(Exercise)
Scan the entries below line by line and state how many lines contain the string "ALPINIA", giving only the number.

(Supplied data)

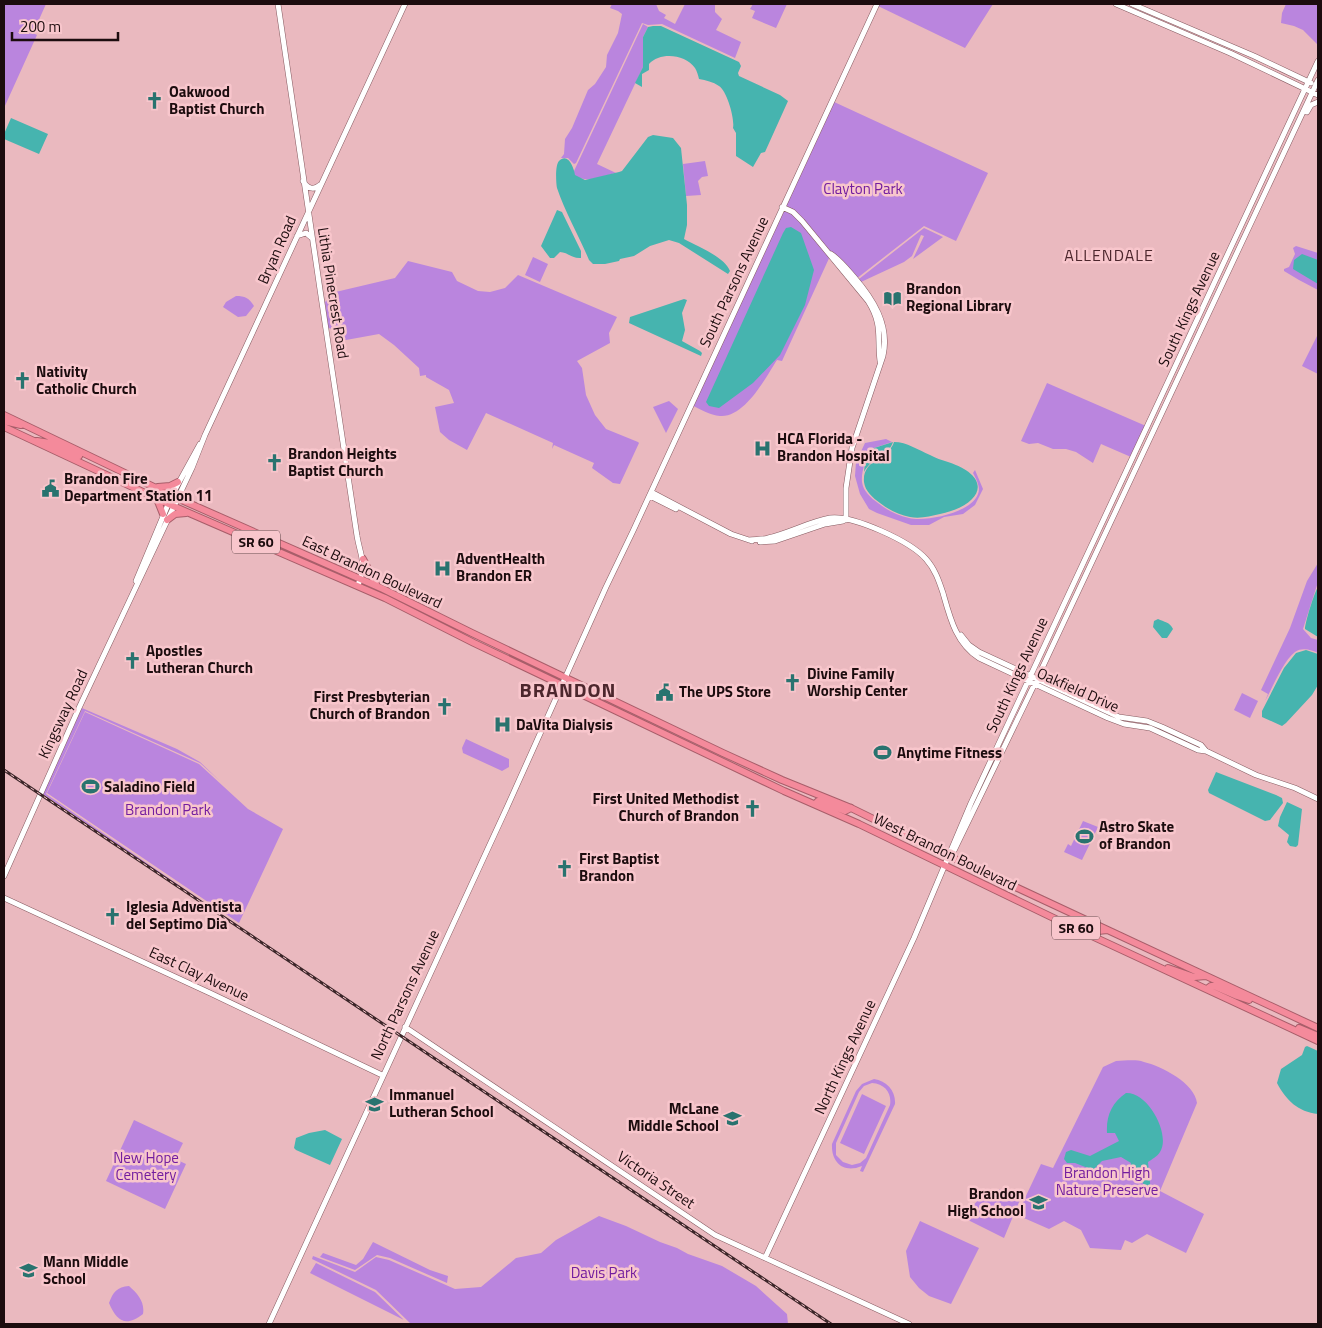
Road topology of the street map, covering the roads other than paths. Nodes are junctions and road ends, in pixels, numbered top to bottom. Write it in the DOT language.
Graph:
graph roads {
  1 [pos="278,4"];
  2 [pos="405,4"];
  3 [pos="877,4"];
  4 [pos="1116,4"];
  5 [pos="1132,4"];
  6 [pos="1318,61"];
  7 [pos="1309,82"];
  8 [pos="1317,84"];
  9 [pos="1306,89"];
  10 [pos="1312,92"];
  11 [pos="1318,95"];
  12 [pos="1318,102"];
  13 [pos="1292,135"];
  14 [pos="303,180"];
  15 [pos="320,185"];
  16 [pos="782,207"];
  17 [pos="308,211"];
  18 [pos="297,236"];
  19 [pos="312,238"];
  20 [pos="4,415"];
  21 [pos="4,421"];
  22 [pos="25,425"];
  23 [pos="4,427"];
  24 [pos="205,435"];
  25 [pos="34,441"];
  26 [pos="79,456"];
  27 [pos="178,482"];
  28 [pos="154,486"];
  29 [pos="650,494"];
  30 [pos="175,496"];
  31 [pos="157,499"];
  32 [pos="170,505"];
  33 [pos="189,513"];
  34 [pos="165,517"];
  35 [pos="846,520"];
  36 [pos="363,558"];
  37 [pos="359,582"];
  38 [pos="376,586"];
  39 [pos="1061,611"];
  40 [pos="954,628"];
  41 [pos="1048,656"];
  42 [pos="1031,675"];
  43 [pos="565,677"];
  44 [pos="1028,681"];
  45 [pos="1036,681"];
  46 [pos="562,684"];
  47 [pos="668,736"];
  48 [pos="693,738"];
  49 [pos="690,746"];
  50 [pos="718,750"];
  51 [pos="1318,798"];
  52 [pos="814,804"];
  53 [pos="851,808"];
  54 [pos="19,839"];
  55 [pos="949,856"];
  56 [pos="945,866"];
  57 [pos="4,867"];
  58 [pos="4,876"];
  59 [pos="4,898"];
  60 [pos="1066,924"];
  61 [pos="1108,930"];
  62 [pos="1137,944"];
  63 [pos="1130,953"];
  64 [pos="1155,965"];
  65 [pos="1206,976"];
  66 [pos="1207,989"];
  67 [pos="1269,1005"];
  68 [pos="1284,1025"];
  69 [pos="405,1027"];
  70 [pos="1318,1028"];
  71 [pos="1318,1036"];
  72 [pos="1318,1041"];
  73 [pos="382,1075"];
  74 [pos="765,1258"];
  75 [pos="269,1324"];
  76 [pos="909,1324"];
  1 -- 14 [label="street, Lithia Pinecrest Road"];
  2 -- 15 [label="street, Bryan Road"];
  3 -- 16 [label="street, South Parsons Avenue"];
  4 -- 9 [label="street"];
  5 -- 7 [label="street"];
  6 -- 7 [label="street, South Kings Avenue"];
  7 -- 8 [label="street"];
  7 -- 9 [label="street, South Kings Avenue"];
  8 -- 10 [label="street, South Kings Avenue"];
  9 -- 10 [label="street"];
  9 -- 39 [label="street, South Kings Avenue"];
  10 -- 11 [label="street"];
  10 -- 13 [label="street, South Kings Avenue"];
  12 -- 13 [label="street"];
  13 -- 41 [label="street, South Kings Avenue"];
  14 -- 15 [label="street"];
  14 -- 17 [label="street, Lithia Pinecrest Road"];
  15 -- 17 [label="street, Bryan Road"];
  16 -- 29 [label="street, South Parsons Avenue"];
  16 -- 35 [label="street"];
  17 -- 18 [label="street, Bryan Road"];
  17 -- 19 [label="street, Lithia Pinecrest Road"];
  18 -- 19 [label="street"];
  18 -- 24 [label="street, Bryan Road"];
  19 -- 36 [label="street, Lithia Pinecrest Road"];
  20 -- 22 [label="highway, East Brandon Boulevard / SR 60"];
  21 -- 22 [label="highway"];
  22 -- 28 [label="highway, East Brandon Boulevard / SR 60"];
  23 -- 25 [label="highway, East Brandon Boulevard / SR 60"];
  24 -- 27 [label="street"];
  24 -- 30 [label="street, Bryan Road"];
  25 -- 26 [label="highway"];
  25 -- 31 [label="highway, East Brandon Boulevard / SR 60"];
  27 -- 28 [label="highway"];
  27 -- 30 [label="street"];
  28 -- 30 [label="highway, East Brandon Boulevard / SR 60"];
  29 -- 35 [label="street, Oakfield Drive"];
  29 -- 43 [label="street, South Parsons Avenue"];
  30 -- 32 [label="street, Kingsway Road"];
  30 -- 37 [label="highway, East Brandon Boulevard / SR 60"];
  31 -- 32 [label="highway, East Brandon Boulevard / SR 60"];
  31 -- 34 [label="highway"];
  32 -- 33 [label="highway, East Brandon Boulevard / SR 60"];
  32 -- 34 [label="street, Kingsway Road"];
  33 -- 34 [label="highway"];
  33 -- 37 [label="highway, East Brandon Boulevard / SR 60"];
  34 -- 54 [label="street, Kingsway Road"];
  35 -- 40 [label="street, Oakfield Drive"];
  36 -- 37 [label="street, Lithia Pinecrest Road"];
  36 -- 38 [label="highway"];
  37 -- 38 [label="highway, East Brandon Boulevard / SR 60"];
  37 -- 46 [label="highway, East Brandon Boulevard / SR 60"];
  38 -- 43 [label="highway, East Brandon Boulevard / SR 60"];
  39 -- 41 [label="street"];
  39 -- 42 [label="street, South Kings Avenue"];
  40 -- 42 [label="street, Oakfield Drive"];
  40 -- 44 [label="street, Oakfield Drive"];
  41 -- 45 [label="street, South Kings Avenue"];
  42 -- 44 [label="street, South Kings Avenue"];
  42 -- 45 [label="street, Oakfield Drive"];
  43 -- 46 [label="street, North Parsons Avenue"];
  43 -- 48 [label="highway, West Brandon Boulevard / SR 60"];
  44 -- 45 [label="street, Oakfield Drive"];
  44 -- 55 [label="street, South Kings Avenue"];
  45 -- 51 [label="street, Oakfield Drive"];
  45 -- 55 [label="street, South Kings Avenue"];
  46 -- 47 [label="highway, West Brandon Boulevard / SR 60"];
  46 -- 69 [label="street, North Parsons Avenue"];
  47 -- 48 [label="highway"];
  47 -- 49 [label="highway, West Brandon Boulevard / SR 60"];
  48 -- 50 [label="highway, West Brandon Boulevard / SR 60"];
  49 -- 50 [label="highway"];
  49 -- 52 [label="highway, West Brandon Boulevard / SR 60"];
  50 -- 53 [label="highway, West Brandon Boulevard / SR 60"];
  52 -- 53 [label="highway"];
  52 -- 56 [label="highway, West Brandon Boulevard / SR 60"];
  53 -- 55 [label="highway, West Brandon Boulevard / SR 60"];
  54 -- 57 [label="street, Kingsway Road"];
  54 -- 58 [label="street, Kingsway Road"];
  55 -- 56 [label="street, South Kings Avenue"];
  55 -- 61 [label="highway, West Brandon Boulevard / SR 60"];
  56 -- 60 [label="highway, West Brandon Boulevard / SR 60"];
  56 -- 74 [label="street, North Kings Avenue"];
  59 -- 73 [label="street, East Clay Avenue"];
  60 -- 61 [label="highway"];
  60 -- 63 [label="highway, West Brandon Boulevard / SR 60"];
  61 -- 62 [label="highway, West Brandon Boulevard / SR 60"];
  62 -- 63 [label="highway"];
  62 -- 65 [label="highway, West Brandon Boulevard / SR 60"];
  63 -- 64 [label="highway, West Brandon Boulevard / SR 60"];
  64 -- 65 [label="highway"];
  64 -- 66 [label="highway, West Brandon Boulevard / SR 60"];
  65 -- 67 [label="highway, West Brandon Boulevard / SR 60"];
  66 -- 67 [label="highway"];
  66 -- 68 [label="highway, West Brandon Boulevard / SR 60"];
  67 -- 70 [label="highway, West Brandon Boulevard / SR 60"];
  68 -- 71 [label="highway"];
  68 -- 72 [label="highway, West Brandon Boulevard / SR 60"];
  69 -- 73 [label="street, North Parsons Avenue"];
  69 -- 74 [label="street, Victoria Street"];
  73 -- 75 [label="street, North Parsons Avenue"];
  74 -- 76 [label="street, Victoria Street"];
}
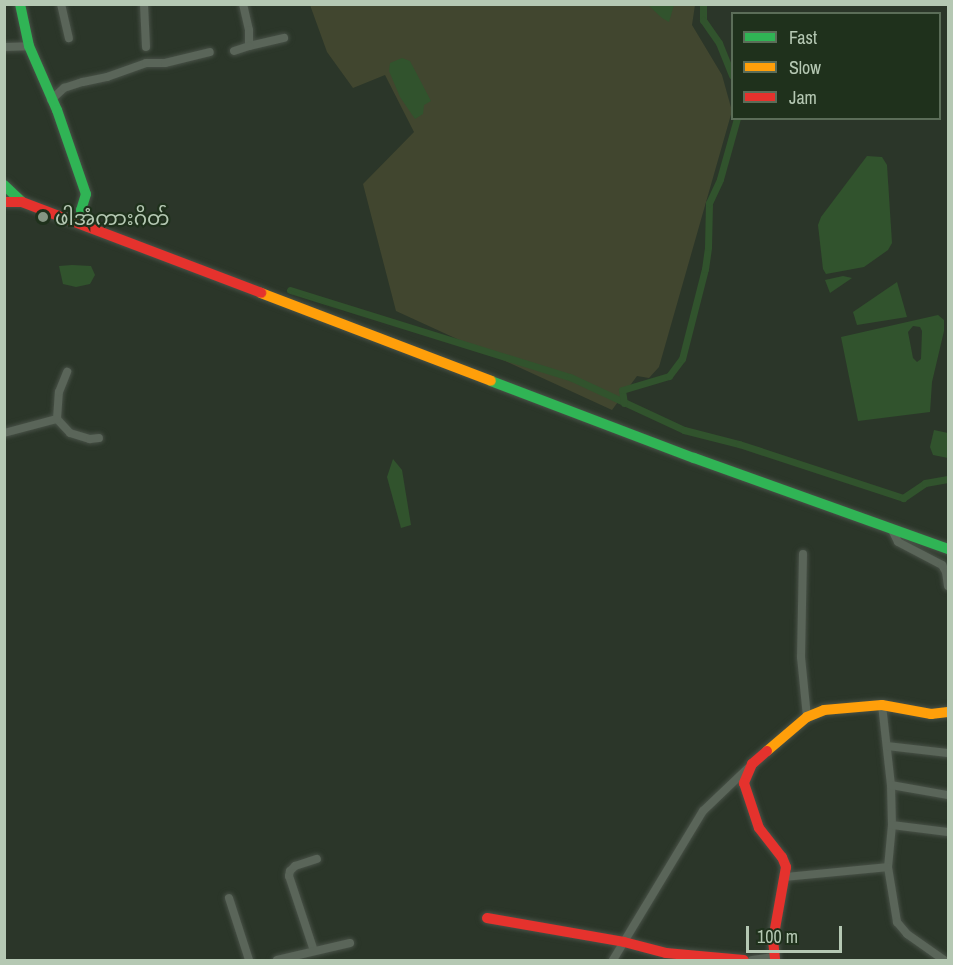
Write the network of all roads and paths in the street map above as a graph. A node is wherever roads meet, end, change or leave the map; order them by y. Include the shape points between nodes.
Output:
1 (20, 4) edge
2 (61, 4) edge
3 (144, 4) edge
4 (243, 4) edge
5 (69, 38) dead end
6 (284, 38) dead end
7 (29, 46) junction
8 (249, 46) junction
9 (4, 47) edge
10 (146, 47) dead end
11 (234, 51) dead end
12 (210, 52) dead end
13 (51, 100) junction
14 (4, 185) edge
15 (4, 202) edge
16 (22, 202) junction
17 (88, 227) junction
18 (67, 372) dead end
19 (57, 419) junction
20 (4, 432) edge
21 (99, 438) dead end
22 (892, 530) junction
23 (948, 549) edge
24 (803, 554) dead end
25 (948, 586) edge
26 (882, 705) junction
27 (948, 712) edge
28 (807, 717) junction
29 (887, 746) junction
30 (948, 753) edge
31 (752, 764) junction
32 (891, 785) junction
33 (948, 795) edge
34 (892, 825) junction
35 (948, 832) edge
36 (317, 860) dead end
37 (888, 867) junction
38 (785, 877) junction
39 (229, 898) dead end
40 (487, 918) dead end
41 (624, 942) junction
42 (350, 943) dead end
43 (314, 951) junction
44 (775, 959) edge
45 (249, 960) edge
46 (277, 960) edge
47 (613, 960) edge
48 (744, 960) edge
49 (752, 960) edge
50 (944, 960) edge

1 - 7 main road
2 - 5 street
3 - 10 street
4 - 8 street
6 - 8 street
7 - 9 street
7 - 13 main road
8 - 11 street
12 - 13 street via 165,63 146,63 83,82 64,88
13 - 17 main road via 86,194 81,210
14 - 16 main road
15 - 16 main road
16 - 17 main road
17 - 22 main road
18 - 19 street via 59,392
19 - 20 street
19 - 21 street via 70,433
22 - 23 main road
22 - 25 street via 898,542 942,565
24 - 28 street via 801,657
26 - 27 main road via 932,714
26 - 28 main road via 839,707
26 - 29 street
28 - 31 main road
29 - 30 street
29 - 32 street
31 - 38 main road via 744,783 747,797 759,828 785,862
31 - 41 street via 703,811
32 - 33 street
32 - 34 street
34 - 35 street
34 - 37 street
36 - 43 street via 295,866 289,876
37 - 38 street
37 - 50 street via 897,922 907,934
38 - 44 main road via 773,940
39 - 45 street
40 - 41 main road
41 - 47 street
41 - 48 main road via 678,955
42 - 43 street
43 - 46 street
44 - 49 street

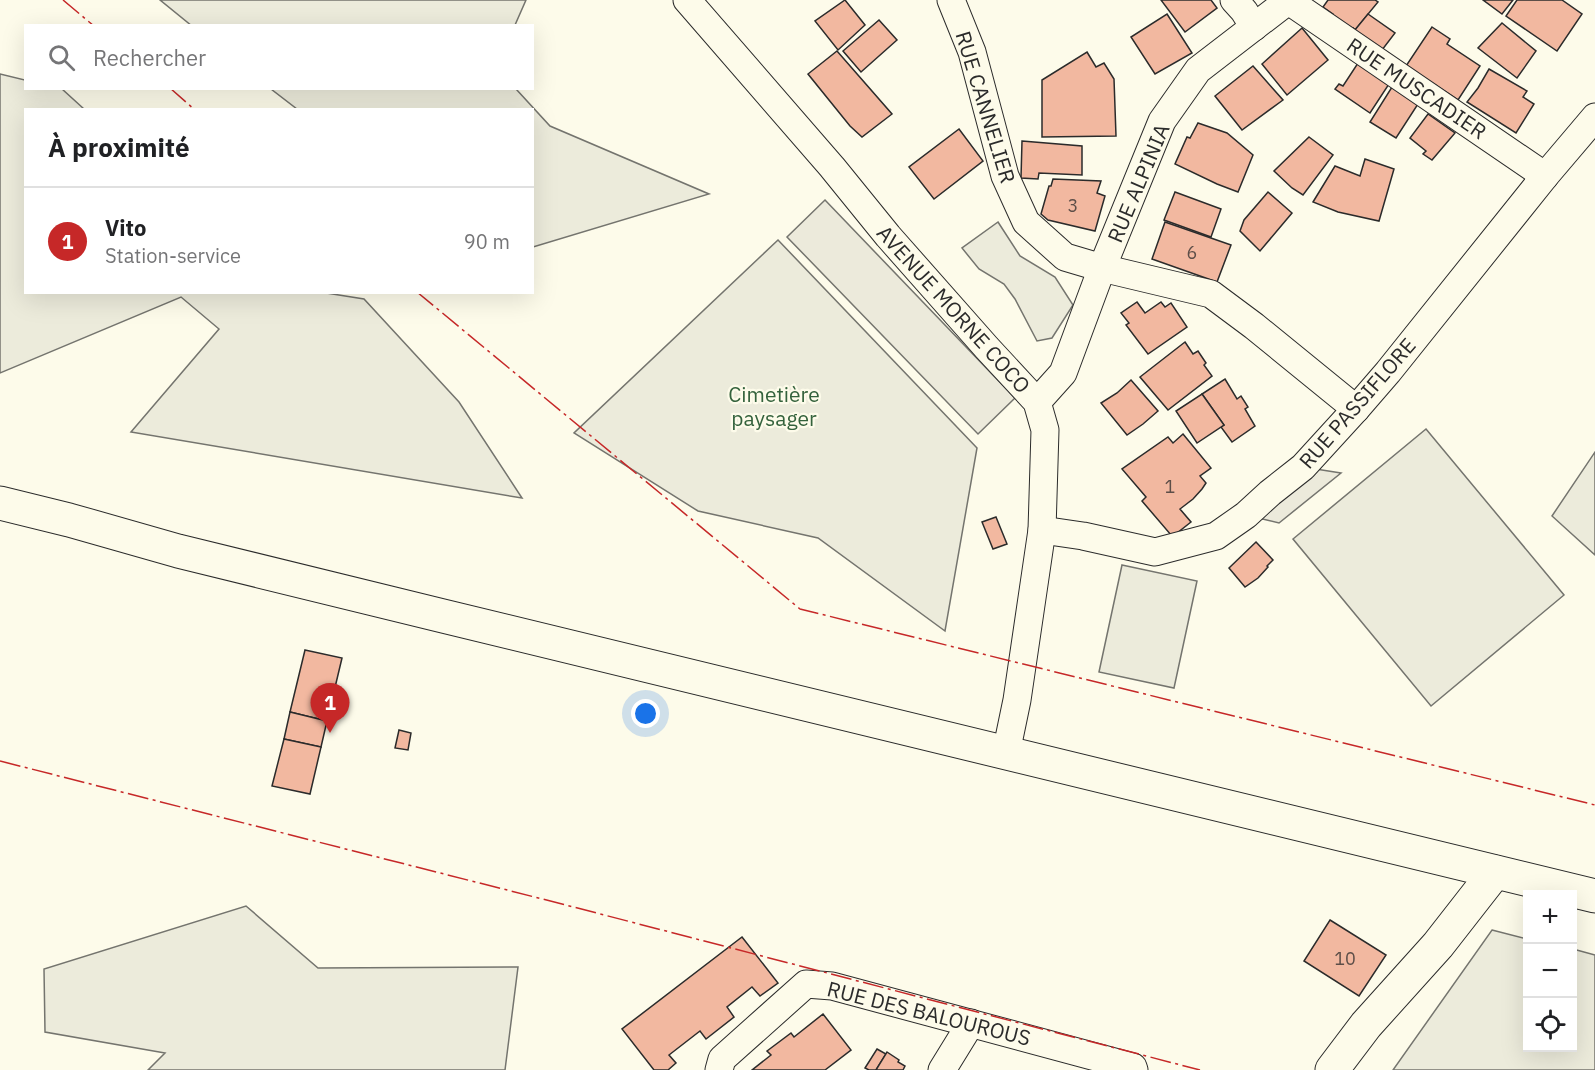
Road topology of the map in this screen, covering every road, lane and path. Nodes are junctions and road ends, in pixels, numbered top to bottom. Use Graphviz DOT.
graph roads {
  1 [pos="687,0"];
  2 [pos="951,0"];
  3 [pos="1234,0"];
  4 [pos="1289,0"];
  5 [pos="1254,27"];
  6 [pos="1595,117"];
  7 [pos="1545,176"];
  8 [pos="1102,268"];
  9 [pos="1037,402"];
  10 [pos="1356,409"];
  11 [pos="0,503"];
  12 [pos="1042,530"];
  13 [pos="1006,753"];
  14 [pos="1495,872"];
  15 [pos="1595,896"];
  16 [pos="970,1023"];
  17 [pos="719,1070"];
  18 [pos="942,1070"];
  19 [pos="1134,1070"];
  20 [pos="1332,1070"];
  1 -- 9 [label="street, AVENUE MORNE COCO"];
  2 -- 8 [label="street, RUE CANNELIER"];
  3 -- 5 [label="street"];
  4 -- 5 [label="street, RUE ALPINIA"];
  4 -- 7 [label="street, RUE MUSCADIER"];
  5 -- 8 [label="street, RUE ALPINIA"];
  6 -- 7 [label="street, RUE PASSIFLORE"];
  7 -- 10 [label="street, RUE PASSIFLORE"];
  8 -- 9 [label="street, RUE ALPINIA"];
  8 -- 10 [label="street, RUE CANNELIER"];
  9 -- 12 [label="street, AVENUE MORNE COCO"];
  10 -- 12 [label="street, RUE PASSIFLORE"];
  11 -- 13 [label="main road"];
  12 -- 13 [label="street, AVENUE MORNE COCO"];
  13 -- 14 [label="main road"];
  14 -- 15 [label="main road"];
  14 -- 20 [label="main road"];
  16 -- 17 [label="street, RUE DES BALOUROUS"];
  16 -- 18 [label="street"];
  16 -- 19 [label="street, RUE DES BALOUROUS"];
}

(Task answer)
3